I can tell Netflix I want to cancel my subscription on a whim, I can’t just tell American Express I don’t want to pay my credit card bill this month.
An app called Bits will improve your Experian credit score for a monthly fee
As Dave Weber, of TransUnion, another credit agency, said: “When investigating new data sources, there are various considerations we take into account, such as whether a payment is a discretionary spending that can be canceled at short notice.”
But rating agencies are aware of people’s changing habits and the way new data sources may help to “volume” people’s credit profiles and provide more comprehensive information that helps determine how likely they are to afford a loan.
You can already see this with services that target renters, as your monthly payments appear on file and improve your credit score.
Information about how much people pay per month on subscription services could go hand in hand with open banking, whereby people’s financial statements are opened with their consent for lenders and rating agencies to look at.
“It provides financing providers with unparalleled insight into consumer affordability,” Weber added. “Open banking allows consumers to share their checking account data explicitly, giving lenders a really detailed picture of their financial obligations.”

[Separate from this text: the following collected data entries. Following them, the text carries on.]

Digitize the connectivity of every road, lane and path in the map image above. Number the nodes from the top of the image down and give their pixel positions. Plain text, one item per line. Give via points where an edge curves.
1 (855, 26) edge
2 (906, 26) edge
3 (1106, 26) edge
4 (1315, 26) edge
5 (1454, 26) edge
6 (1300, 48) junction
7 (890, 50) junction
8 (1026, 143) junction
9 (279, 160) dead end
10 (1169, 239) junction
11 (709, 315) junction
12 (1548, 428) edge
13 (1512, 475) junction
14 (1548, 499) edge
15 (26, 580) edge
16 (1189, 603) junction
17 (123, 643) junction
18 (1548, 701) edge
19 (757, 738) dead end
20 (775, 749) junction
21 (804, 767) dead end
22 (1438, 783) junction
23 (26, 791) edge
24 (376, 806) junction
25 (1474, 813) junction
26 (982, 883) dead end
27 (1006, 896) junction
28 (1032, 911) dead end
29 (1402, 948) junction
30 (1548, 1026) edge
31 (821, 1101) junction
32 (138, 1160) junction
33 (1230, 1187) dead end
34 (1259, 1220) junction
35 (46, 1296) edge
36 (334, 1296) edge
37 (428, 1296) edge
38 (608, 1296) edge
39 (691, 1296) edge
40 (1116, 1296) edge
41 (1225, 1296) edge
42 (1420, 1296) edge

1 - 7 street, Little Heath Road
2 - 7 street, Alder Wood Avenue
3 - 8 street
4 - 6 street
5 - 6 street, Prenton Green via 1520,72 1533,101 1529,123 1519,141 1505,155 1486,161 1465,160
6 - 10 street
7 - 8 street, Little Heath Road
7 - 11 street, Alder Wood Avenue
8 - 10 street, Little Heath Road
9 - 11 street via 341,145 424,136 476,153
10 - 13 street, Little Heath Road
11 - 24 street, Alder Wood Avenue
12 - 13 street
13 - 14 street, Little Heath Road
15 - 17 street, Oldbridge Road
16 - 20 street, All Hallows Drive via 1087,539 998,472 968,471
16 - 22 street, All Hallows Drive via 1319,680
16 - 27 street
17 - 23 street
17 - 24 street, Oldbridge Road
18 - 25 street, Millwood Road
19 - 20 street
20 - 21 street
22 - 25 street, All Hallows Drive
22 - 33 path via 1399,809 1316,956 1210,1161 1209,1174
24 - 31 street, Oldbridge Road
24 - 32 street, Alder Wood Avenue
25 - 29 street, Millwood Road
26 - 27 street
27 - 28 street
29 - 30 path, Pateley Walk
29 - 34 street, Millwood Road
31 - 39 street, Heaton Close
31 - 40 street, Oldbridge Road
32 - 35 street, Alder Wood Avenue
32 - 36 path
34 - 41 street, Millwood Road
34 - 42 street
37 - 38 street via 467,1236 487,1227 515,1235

It’s probably a while away, but the Disney+ subscription you removed because you wanted to watch Hamilton could one day be a reason to get a cheaper credit card or qualify for a mortgage.
And if that’s not reason enough to convince you to cancel it, you might even save yourself the few minutes of effort it takes to do so if we all have to stay home again for months on end.
Some of the links in this article may be affiliate links. If you click on it, we may earn a small commission. This helps us fund This Is Money, and keep it free to use. We do not write articles to promote products. We do not allow any commercial relationship to influence our editorial independence.